Interpreting Majid’s picture as the world resignifies the milieu and reduces it to the conditions surrounding it. The world appears as though it monopolizes the joy of the escapees after having confined them in the image of perpetual misery. As such, even if escapees seem joyful in pictures, their joy is continuously represented as an obstacle to misery. The world captures them by focusing on their conditions, articulated by their grim faces and ensures thereby that their conditions remains difficult in order to validate itself as a source of absolute good.

 

The escapees must deny themselves in order to validate the world. They must be miserable to please the world. They must dwell in their misery and pain for the world to remain a source of absolute good. It is not true that the world helps the escapees gratis, neither it is true that the world gives them all in exchange for nothing, for reality almost proves the opposite. The world takes life form Syrians in exchange for a grim representation of their lives; it takes their exterior and gives itself in exchange for itself; it takes their milieu in exchange for its conditions; it takes their means for joy—no matter how lonely it may feel—in exchange for its sinister delight that slowly ushers them to their eternal procession.

 

As such, the world order addresses its citizens: “Observe those who linger at your borders. They want to have your conditions. To become like you.” So, when citizens look at the escapees, they use the world order’s eyes. Their gaze is that of world’s enmeshment with its Baathist Immortal essence. And thus, they call for the pursuit and arrest of any refugee, having first cast doubt on the truth of these so-called “difficult conditions,” as revealed by this image used to question the needs of smartphone-owning refugees. Otherwise, their gaze penetrates the world’s interior, its representation of the exterior. They rejoice that they, at last, have done away with the escapee that lurks within them, one that cannot them or discharge them, for they have seen the escapee right before them, at their borders.
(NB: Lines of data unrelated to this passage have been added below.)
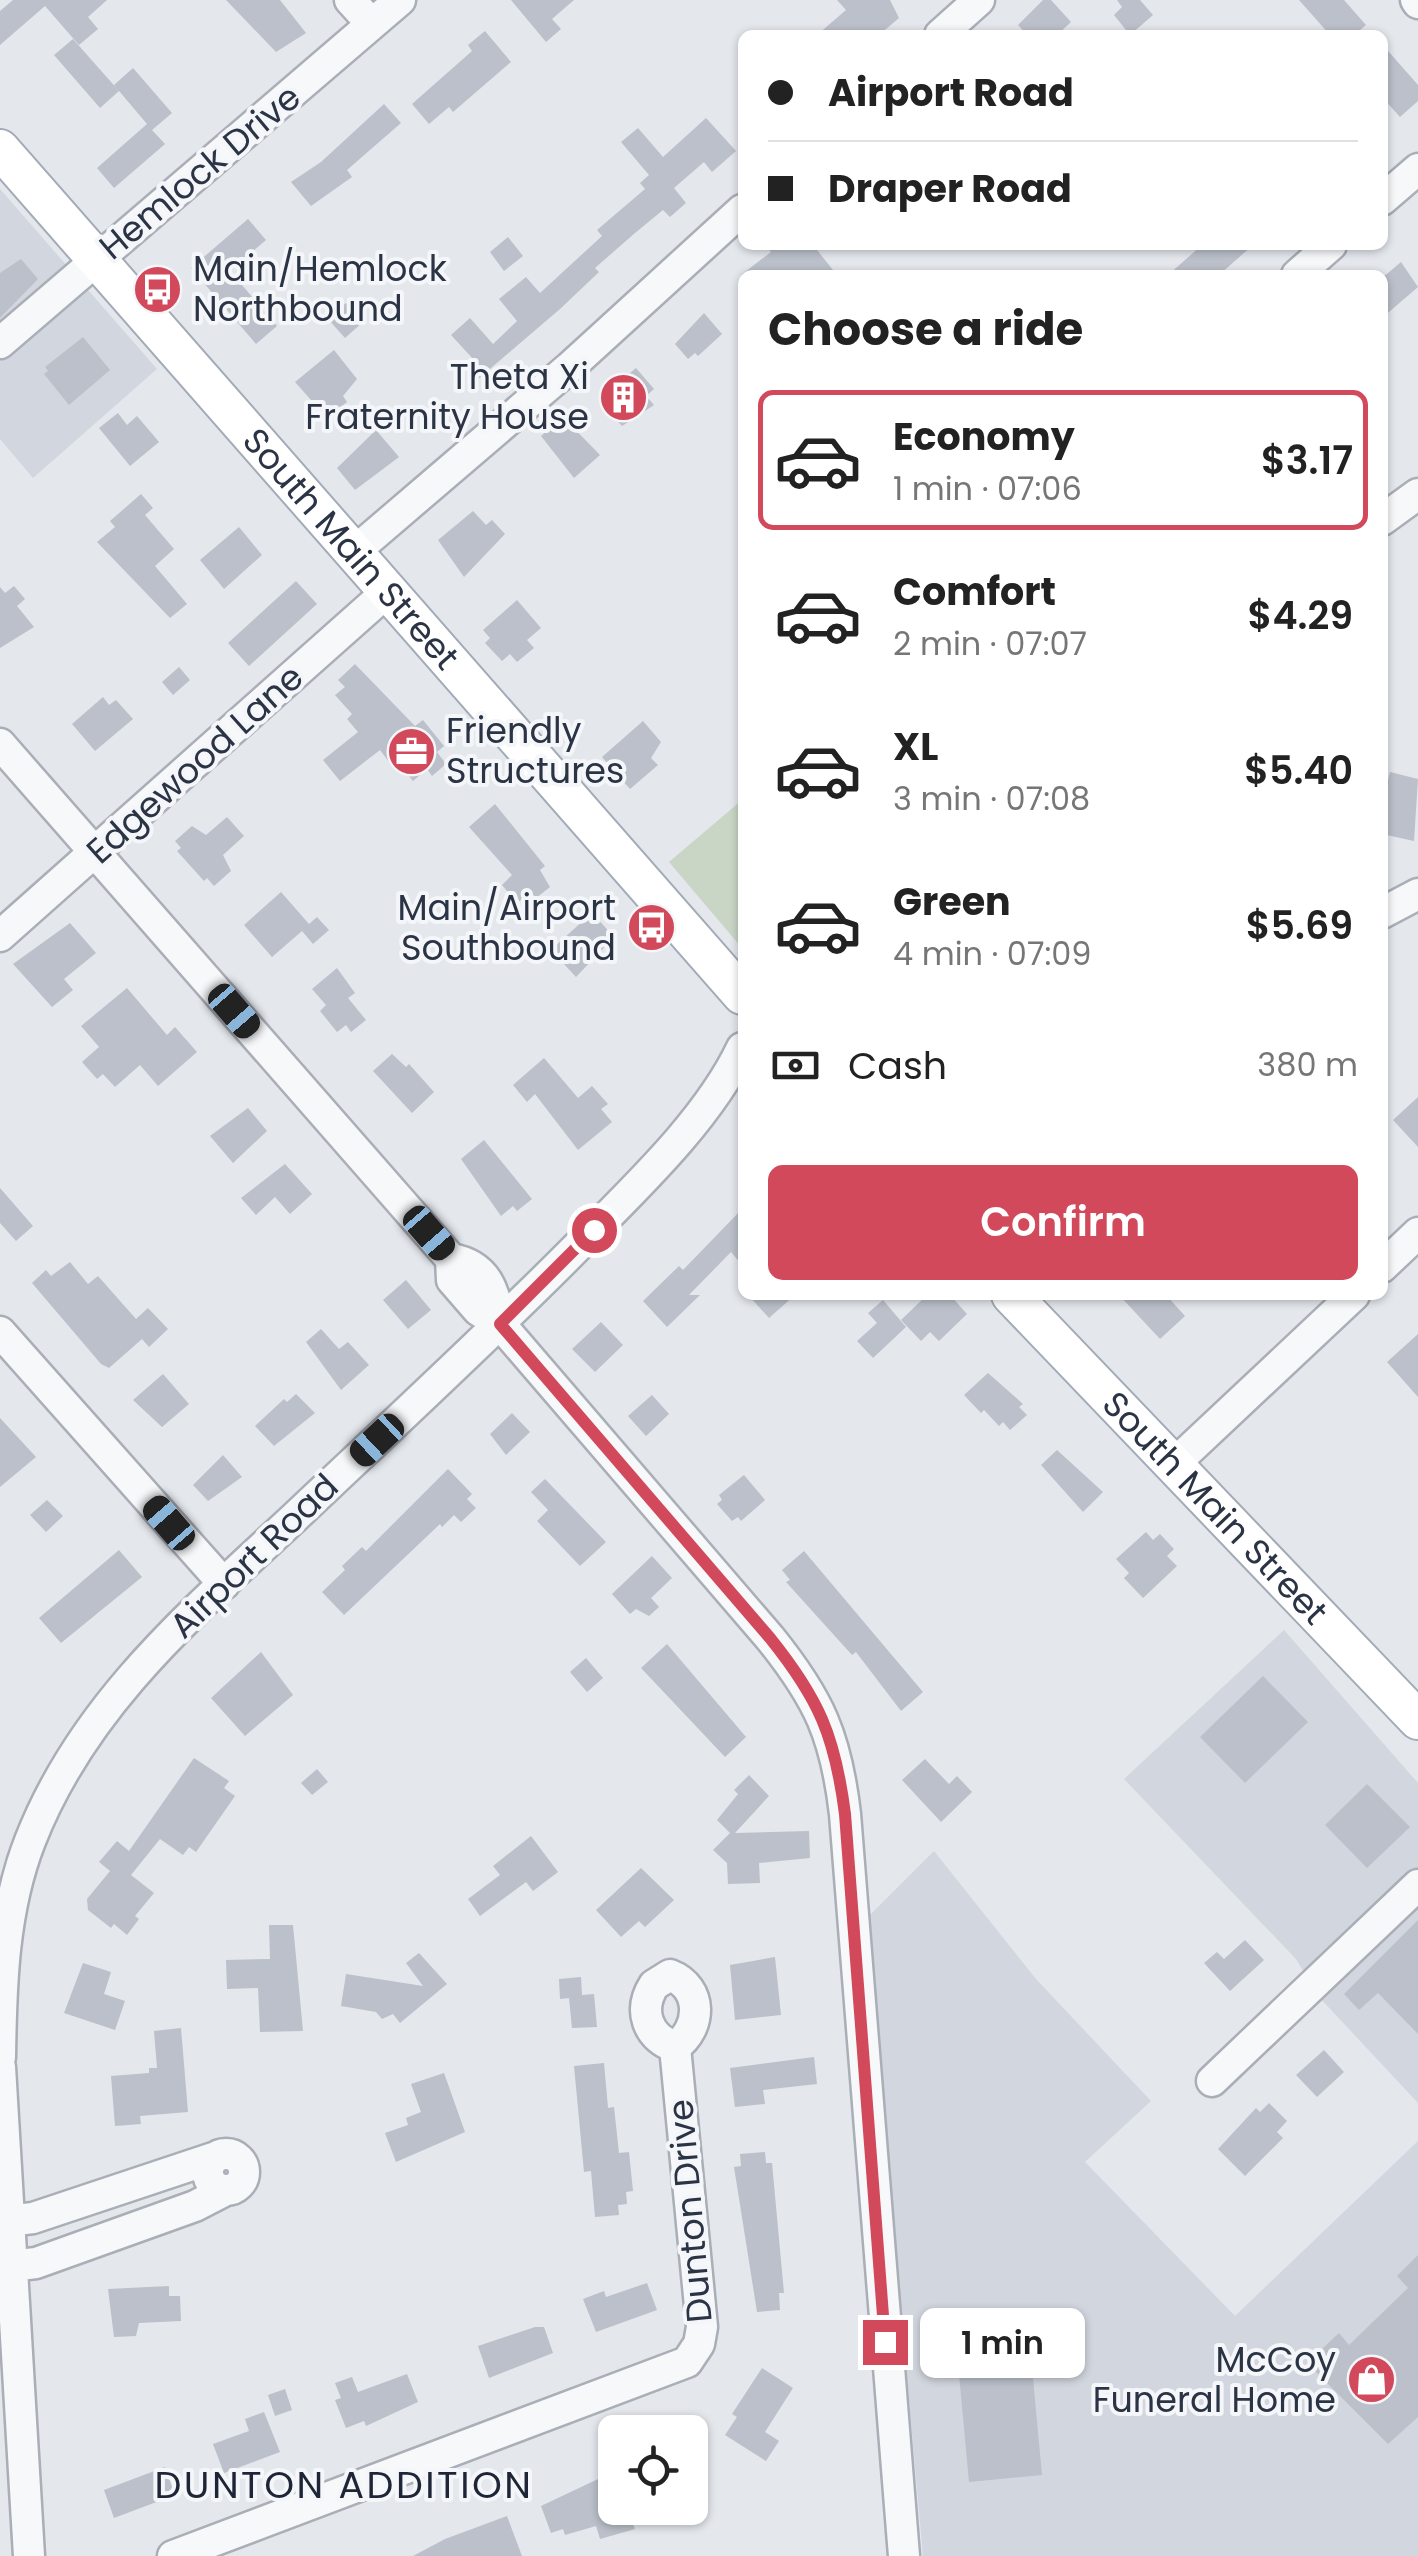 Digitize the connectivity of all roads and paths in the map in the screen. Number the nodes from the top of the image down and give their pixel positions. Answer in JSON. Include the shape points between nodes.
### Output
{"nodes":[{"id":1,"x":350,"y":0,"type":"edge"},
{"id":2,"x":400,"y":0,"type":"edge"},
{"id":3,"x":979,"y":0,"type":"edge"},
{"id":4,"x":372,"y":24,"type":"junction"},
{"id":5,"x":946,"y":30,"type":"edge"},
{"id":6,"x":0,"y":148,"type":"edge"},
{"id":7,"x":1418,"y":169,"type":"edge"},
{"id":8,"x":1388,"y":195,"type":"edge"},
{"id":9,"x":738,"y":214,"type":"edge"},
{"id":10,"x":1325,"y":250,"type":"edge"},
{"id":11,"x":98,"y":260,"type":"junction"},
{"id":12,"x":1303,"y":270,"type":"edge"},
{"id":13,"x":0,"y":343,"type":"edge"},
{"id":14,"x":1418,"y":494,"type":"edge"},
{"id":15,"x":1388,"y":516,"type":"edge"},
{"id":16,"x":354,"y":552,"type":"junction"},
{"id":17,"x":388,"y":592,"type":"junction"},
{"id":18,"x":0,"y":744,"type":"edge"},
{"id":19,"x":94,"y":853,"type":"junction"},
{"id":20,"x":1418,"y":894,"type":"edge"},
{"id":21,"x":1388,"y":910,"type":"edge"},
{"id":22,"x":0,"y":936,"type":"edge"},
{"id":23,"x":738,"y":990,"type":"edge"},
{"id":24,"x":738,"y":1053,"type":"edge"},
{"id":25,"x":1418,"y":1232,"type":"edge"},
{"id":26,"x":1388,"y":1261,"type":"edge"},
{"id":27,"x":1016,"y":1300,"type":"edge"},
{"id":28,"x":1349,"y":1300,"type":"edge"},
{"id":29,"x":500,"y":1324,"type":"junction"},
{"id":30,"x":0,"y":1332,"type":"edge"},
{"id":31,"x":1173,"y":1465,"type":"junction"},
{"id":32,"x":224,"y":1584,"type":"junction"},
{"id":33,"x":1418,"y":1720,"type":"edge"},
{"id":34,"x":1418,"y":1885,"type":"edge"},
{"id":35,"x":6,"y":1899,"type":"edge"},
{"id":36,"x":675,"y":2046,"type":"dead end"},
{"id":37,"x":0,"y":2057,"type":"edge"},
{"id":38,"x":0,"y":2067,"type":"edge"},
{"id":39,"x":1212,"y":2081,"type":"dead end"},
{"id":40,"x":3,"y":2180,"type":"edge"},
{"id":41,"x":8,"y":2221,"type":"junction"},
{"id":42,"x":11,"y":2266,"type":"junction"},
{"id":43,"x":29,"y":2556,"type":"edge"},
{"id":44,"x":172,"y":2556,"type":"edge"},
{"id":45,"x":904,"y":2556,"type":"edge"}],
"edges":[{"from":1,"to":4,"type":"street"},
{"from":2,"to":4,"type":"street","name":"Hemlock Drive"},
{"from":3,"to":5,"type":"street"},
{"from":4,"to":11,"type":"street","name":"Hemlock Drive"},
{"from":6,"to":11,"type":"main road","name":"South Main Street"},
{"from":7,"to":8,"type":"street"},
{"from":9,"to":16,"type":"street"},
{"from":10,"to":12,"type":"street"},
{"from":11,"to":13,"type":"street","name":"Hemlock Drive"},
{"from":11,"to":16,"type":"main road","name":"South Main Street"},
{"from":14,"to":15,"type":"street"},
{"from":16,"to":17,"type":"main road","name":"South Main Street"},
{"from":17,"to":19,"type":"street","name":"Edgewood Lane"},
{"from":17,"to":23,"type":"main road","name":"South Main Street"},
{"from":18,"to":19,"type":"street"},
{"from":19,"to":22,"type":"street","name":"Edgewood Lane"},
{"from":19,"to":29,"type":"street","via":[[452,1259],[471,1262],[495,1290]]},
{"from":20,"to":21,"type":"street"},
{"from":24,"to":29,"type":"street","name":"Airport Road","via":[[649,1174]]},
{"from":25,"to":26,"type":"street"},
{"from":27,"to":31,"type":"main road","name":"South Main Street"},
{"from":28,"to":31,"type":"street"},
{"from":29,"to":32,"type":"street","name":"Airport Road"},
{"from":29,"to":45,"type":"street","via":[[770,1638],[826,1719],[845,1814]]},
{"from":30,"to":32,"type":"street"},
{"from":31,"to":33,"type":"main road","name":"South Main Street"},
{"from":32,"to":35,"type":"street","name":"Airport Road","via":[[87,1730],[38,1820]]},
{"from":34,"to":39,"type":"street"},
{"from":35,"to":37,"type":"street","name":"Airport Road"},
{"from":36,"to":44,"type":"street","name":"Dunton Drive","via":[[702,2327],[687,2362]]},
{"from":38,"to":40,"type":"street"},
{"from":40,"to":41,"type":"street"},
{"from":41,"to":42,"type":"street"},
{"from":41,"to":42,"type":"street","via":[[214,2158],[233,2155],[243,2165],[238,2185],[195,2206]]},
{"from":42,"to":43,"type":"street"}]}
And so, they prove to themselves that they are not refugees.

 

But in both instances of capturing escapees—as a means to eliminate them or as a means to observe them—the watchers stay cloistered in their world order and its essence, clinging to it as though it is a catalyst for life. The most this order can do for escapees is to address its citizens using the escapees’ images, convincing them further of its raison d’être, reassuring them that they will never be refugees themselves.

 

The artist Annabel Guerrero probed ways of photographing refugees without revealing their identities or features, and without turning cameras into police lenses that display the refugees’ portraits in border control centers. Guerrero’s question is vital and may be extended and problematized: How can one take the escapees’ pictures without capturing them? How can their movement be shown in all its peculiarities? How can it be liberated from regimes that may detain it in its deadly interior or eliminate it by continuing to orbit its immortal essence? How can the refugees’ exterior be safeguarded without transforming it into the world, or their milieu safeguarded without turning it into its surrounding conditions?

 

The photographer Samuel Gratacap found that the best way to take pictures of escapees is to use the camera as a means to draw maps for them. This way, photographs materialize as a collection of landscapes that do not impede the escapees, but rather grant them movement. Guerrero built on Gratacap’s approach by portraying not the escapee’s faces, but rather the lines drawn on their palms. These lines, she said, are identities that do not identify them, but rather uphold their existence. But at the same time, it is impossible to control the escapees by unifying or distinguishing between them. Furthermore, these lines are the very paths that they have forged and taken, for these Syrians put their life, their fate, and their strength on the line.